Common Beginner Mistakes I Made (So You Don't Have To)
Mistake #1: Trying to make the construction perfect before moving on. Sometimes "good enough" construction leads to better learning than spending an hour on the perfect circle.
Mistake #2: Jumping straight to detailed faces. I should have spent more time on basic head shapes from different angles first.
Mistake #3: Getting frustrated when my drawings didn't look like the examples in books. Professional artists have been doing this for years – of course their construction lines are cleaner!
Resources That Actually Helped
I won't overwhelm you with links, but here are the resources that made the biggest difference for me:
Andrew Loomis's original book "Drawing the Head and Hands" is available free online. The explanations are thorough, though the language feels a bit old-fashioned.
YouTube tutorials that break down the method step-by-step were invaluable. Look for ones specifically labeled "Loomis method for beginners."
Practice sheets with pre-drawn circles and guidelines helped me focus on placement rather than construction when I was starting out.
My Current Progress and Next Steps
Three weeks in, I can now draw a basic head that looks proportionally correct about 70% of the time. My profile views are still wonky, and don't ask me about three-quarter angles yet, but the front view is starting to feel natural.

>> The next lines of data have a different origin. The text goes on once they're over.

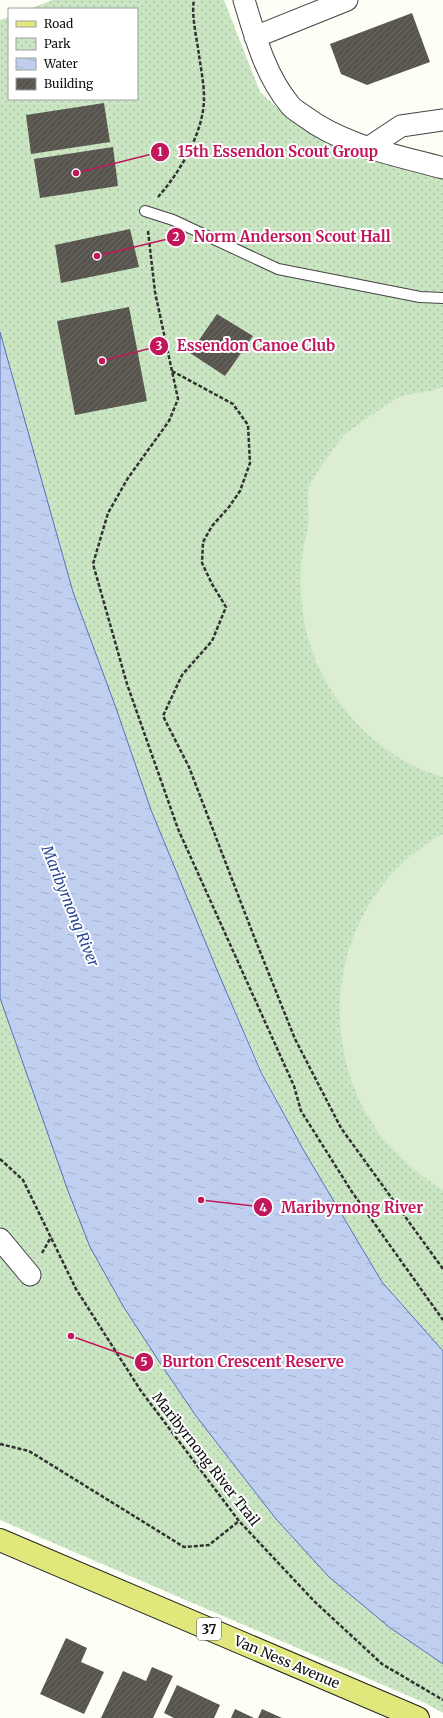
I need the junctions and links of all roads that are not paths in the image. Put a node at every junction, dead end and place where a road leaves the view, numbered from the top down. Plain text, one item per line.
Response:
1 (244, 0) edge
2 (347, 0) edge
3 (255, 37) junction
4 (443, 120) edge
5 (368, 148) junction
6 (443, 168) edge
7 (146, 211) road end
8 (443, 298) edge
9 (0, 1239) edge
10 (30, 1275) dead end
11 (0, 1540) edge
12 (418, 1718) edge

1 - 3 street
2 - 3 street
3 - 5 street
4 - 5 street
5 - 6 street
7 - 8 lane
9 - 10 street
11 - 12 main road, Van Ness Avenue / 37

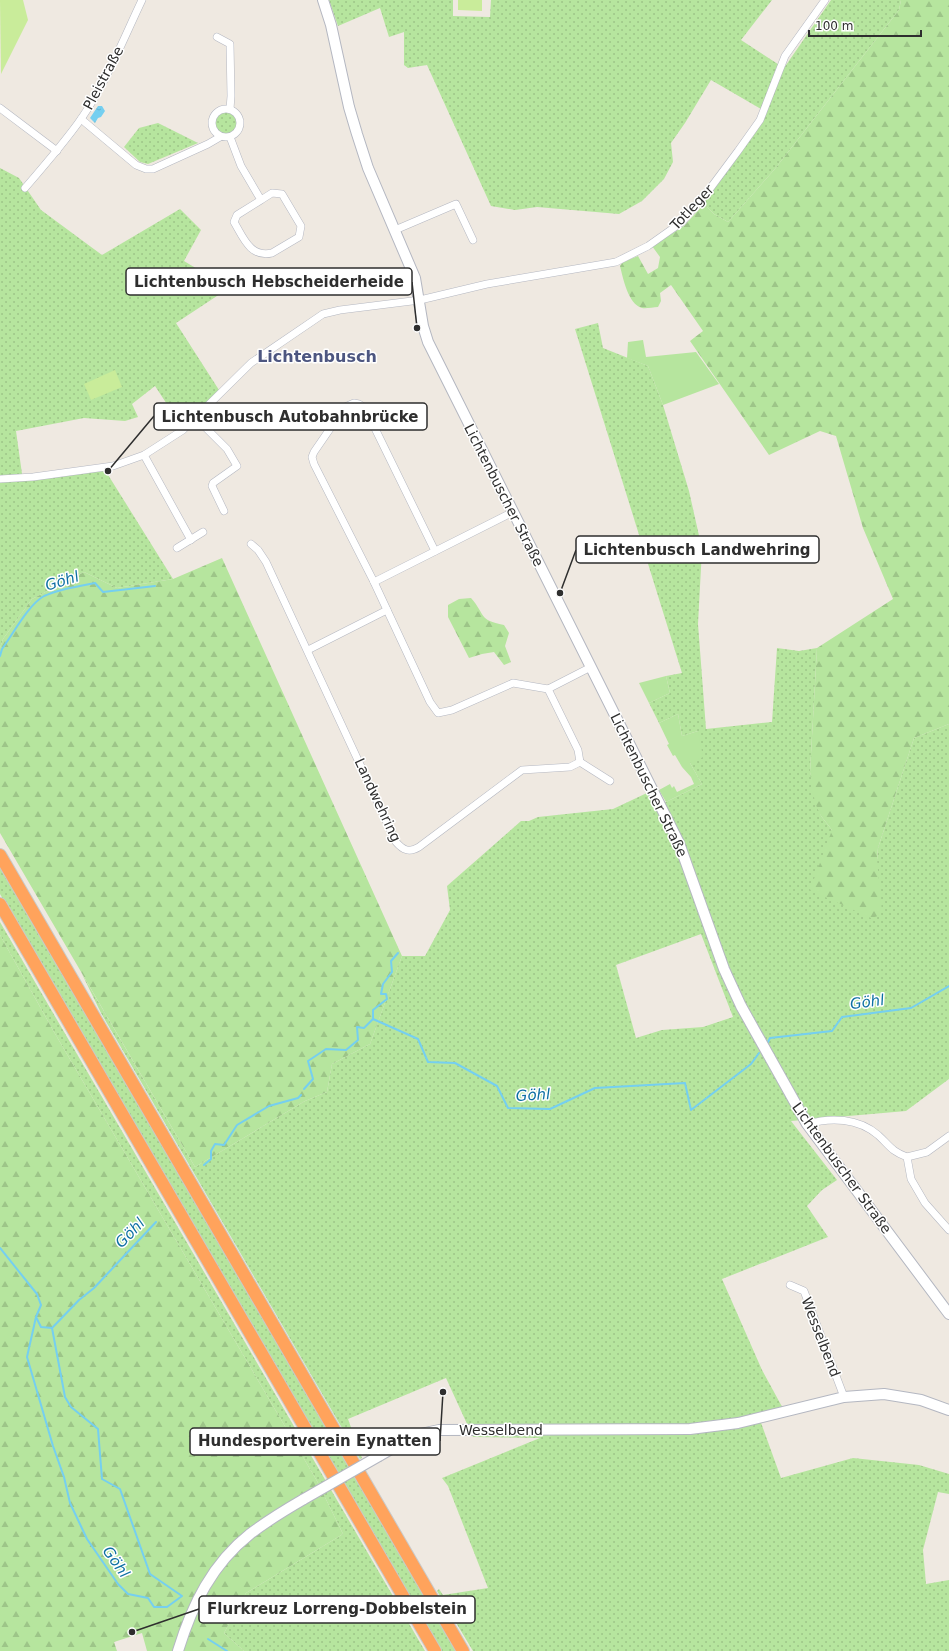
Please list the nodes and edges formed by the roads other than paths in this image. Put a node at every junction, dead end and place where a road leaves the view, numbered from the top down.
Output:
1 (142, 0) edge
2 (323, 0) edge
3 (824, 0) edge
4 (217, 37) dead end
5 (0, 108) edge
6 (230, 109) junction
7 (81, 119) junction
8 (220, 137) junction
9 (230, 137) junction
10 (57, 151) junction
11 (25, 188) dead end
12 (260, 200) junction
13 (396, 230) junction
14 (473, 240) dead end
15 (420, 300) junction
16 (197, 419) junction
17 (144, 455) junction
18 (0, 479) edge
19 (224, 511) dead end
20 (513, 512) junction
21 (203, 532) dead end
22 (191, 540) junction
23 (251, 544) dead end
24 (177, 548) dead end
25 (435, 551) junction
26 (374, 582) junction
27 (387, 610) junction
28 (308, 650) junction
29 (591, 667) junction
30 (548, 689) junction
31 (580, 762) junction
32 (610, 781) dead end
33 (0, 855) edge
34 (0, 904) edge
35 (807, 1124) junction
36 (949, 1136) edge
37 (907, 1157) junction
38 (949, 1230) edge
39 (790, 1285) dead end
40 (949, 1314) edge
41 (844, 1396) junction
42 (949, 1410) edge
43 (178, 1651) edge
44 (435, 1651) edge
45 (463, 1651) edge

1 - 7 street, Pleistraße
2 - 13 street, Lichtenbuscher Straße
3 - 15 street, Totleger
4 - 6 street
5 - 10 street
6 - 8 street
6 - 9 street
7 - 8 street
7 - 10 street, Pleistraße
8 - 9 street
9 - 12 street
10 - 11 street, Pleistraße
12 - 12 street
13 - 14 street
13 - 15 street, Lichtenbuscher Straße
15 - 16 street, Totleger
15 - 20 street, Lichtenbuscher Straße
16 - 17 street, Totleger
16 - 19 street
17 - 18 street, Totleger
17 - 22 street
20 - 25 street
20 - 29 street, Lichtenbuscher Straße
21 - 22 street
22 - 24 street
23 - 28 street, Landwehring
25 - 26 street
25 - 26 street
26 - 27 street
27 - 28 street
27 - 30 street
28 - 31 street, Landwehring
29 - 30 street
29 - 35 street, Lichtenbuscher Straße
30 - 31 street
31 - 32 street
33 - 45 highway
34 - 44 highway
35 - 37 street
35 - 40 street, Lichtenbuscher Straße
36 - 37 street
37 - 38 street
39 - 41 street, Wesselbend
41 - 42 street, Wesselbend
41 - 43 street, Wesselbend, bridge

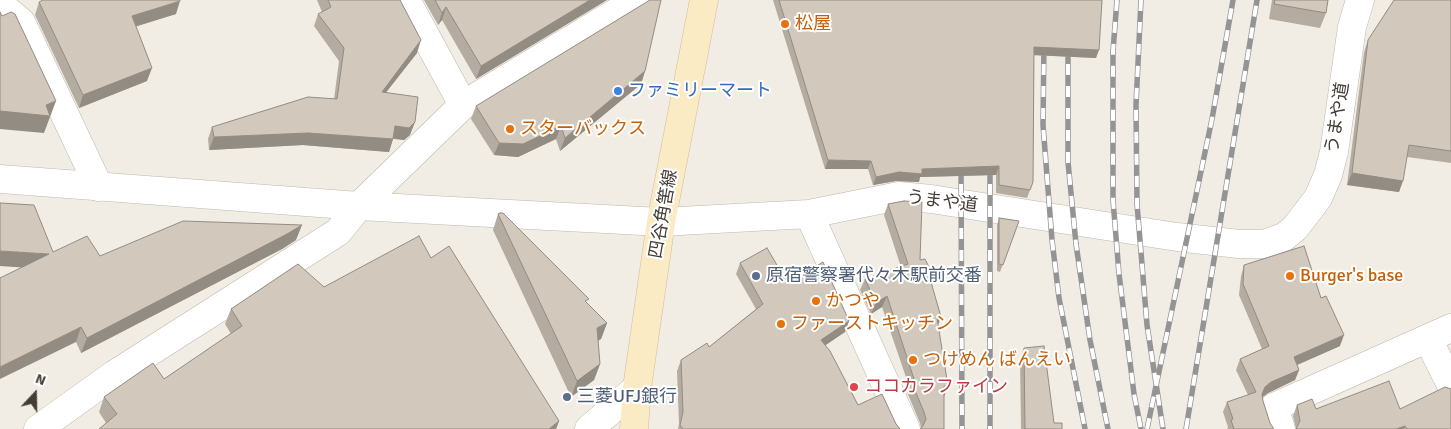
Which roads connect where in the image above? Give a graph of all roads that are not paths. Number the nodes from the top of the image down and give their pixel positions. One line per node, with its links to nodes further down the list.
1 (406, 0): 6 (street)
2 (637, 0): 6 (street)
3 (704, 0): 11 (main road, 四谷角筈線)
4 (1360, 0): 10 (street, うまや道)
5 (7, 2): 8 (street)
6 (463, 105): 9 (street)
7 (0, 179): 8 (street, うまや道)
8 (99, 187): 9 (street, うまや道)
9 (359, 206): 11 (street, うまや道); 15 (street)
10 (808, 214): 11 (street, うまや道); 18 (street)
11 (662, 222): 14 (main road, 四谷角筈線)
12 (1439, 333): 13 (street); 19 (street)
13 (1451, 385)
14 (638, 388): 16 (street); 17 (main road, 四谷角筈線)
15 (38, 429)
16 (589, 429)
17 (634, 429)
18 (906, 429)
19 (1281, 429)

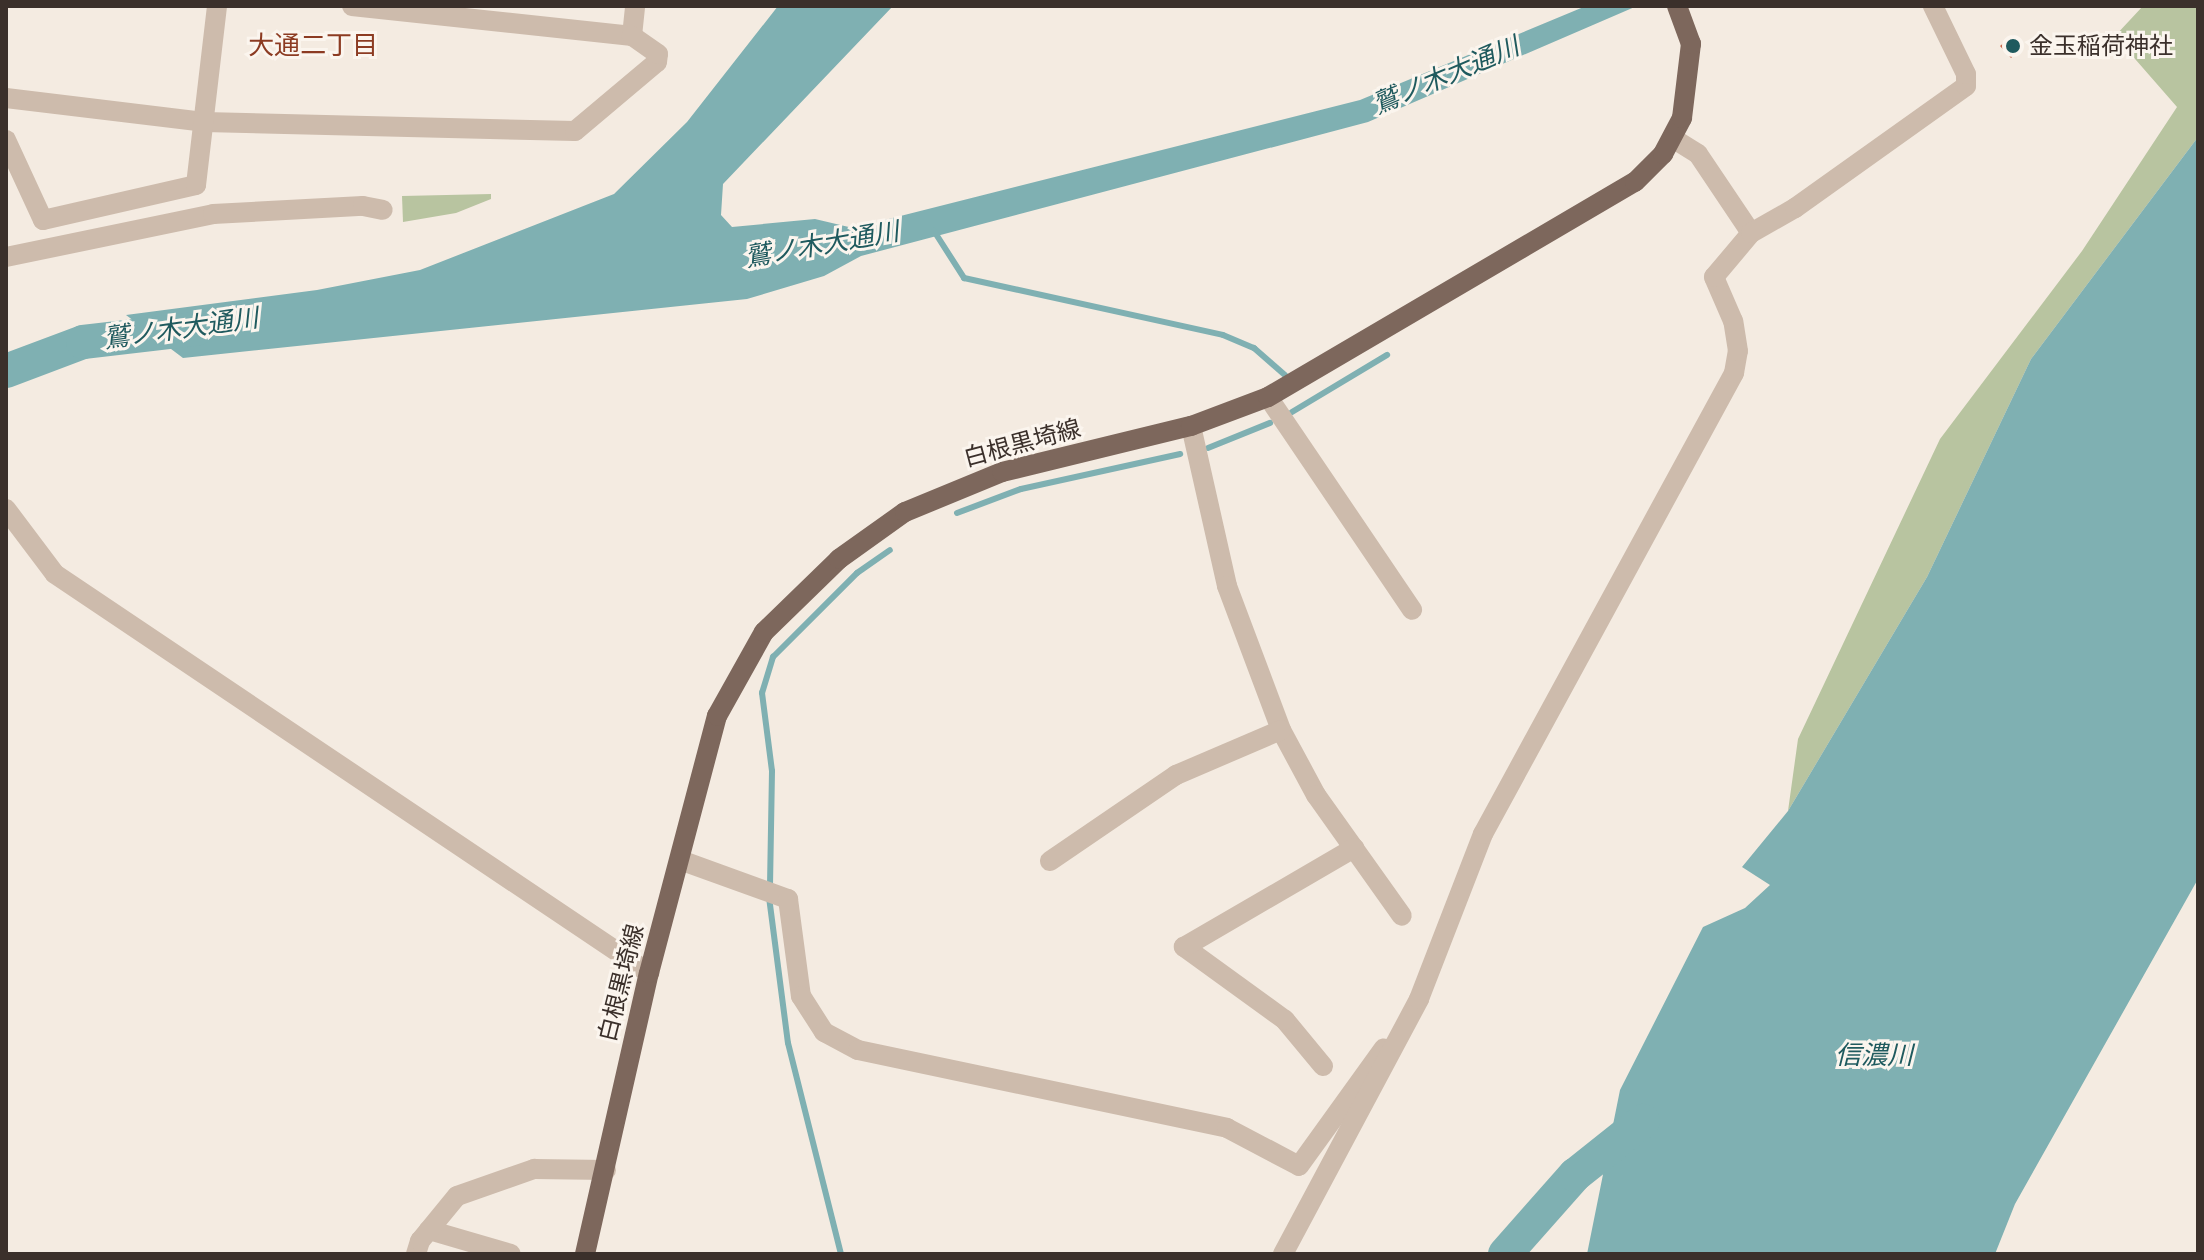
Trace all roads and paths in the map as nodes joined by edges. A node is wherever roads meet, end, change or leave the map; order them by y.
1 (217, 6) edge
2 (352, 6) edge
3 (635, 6) edge
4 (1933, 6) edge
5 (1679, 9) edge
6 (471, 14) edge
7 (632, 36) junction
8 (6, 98) edge
9 (204, 122) junction
10 (1674, 139) junction
11 (6, 140) edge
12 (383, 210) dead end
13 (1751, 233) junction
14 (6, 257) edge
15 (1268, 397) junction
16 (1191, 426) junction
17 (6, 509) edge
18 (1412, 610) dead end
19 (1281, 730) junction
20 (1354, 848) junction
21 (680, 860) junction
22 (1050, 861) dead end
23 (1402, 916) dead end
24 (649, 973) junction
25 (1398, 1042) junction
26 (1323, 1066) dead end
27 (606, 1170) junction
28 (429, 1230) junction
29 (416, 1254) edge
30 (511, 1254) edge
31 (585, 1254) edge
32 (1283, 1254) edge

1 - 9 street
2 - 6 street
3 - 7 street
4 - 13 street
5 - 10 main road, 白根黒埼線
6 - 7 street
7 - 9 street
8 - 9 street
9 - 11 street
10 - 13 street
10 - 15 main road, 白根黒埼線
12 - 14 street
13 - 25 street
15 - 16 main road, 白根黒埼線
15 - 18 street
16 - 19 street
16 - 21 main road, 白根黒埼線
17 - 24 street
19 - 20 street
19 - 22 street
20 - 23 street
20 - 26 street
21 - 24 main road, 白根黒埼線
21 - 25 street
24 - 27 main road, 白根黒埼線
25 - 32 street
27 - 28 street
27 - 31 main road, 白根黒埼線
28 - 29 street
28 - 30 street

"The method gives you a framework to hang your observations on." – This quote from one tutorial really stuck with me.
What I'm working on next: I want to get comfortable with the basic head construction from multiple angles before I start worrying about individual facial features or expressions. Baby steps, right?
I'm also planning to share some of my practice sheets here – the good, the questionable, and the "what even is that supposed to be?" attempts. Maybe seeing the messy learning process will help other beginners realize it's normal to struggle with this stuff.
Should You Try the Loomis Method?
If you're tired of drawing faces that look like they were assembled by someone who had never seen a human before, then yes – give it a shot. But go in with realistic expectations:
It will feel awkward at first. You're training your brain to see faces as geometric shapes, which goes against how we naturally perceive them.
Progress is slow but steady. Don't expect to master it in a weekend, but you should see improvement within a few weeks of consistent practice.
It's worth the effort. Even my imperfect Loomis heads look more convincing than my previous "just wing it" approach.
The method isn't magic, but it's a solid foundation. And honestly, having a systematic approach takes away some of the guesswork that used to paralyze me when starting a portrait.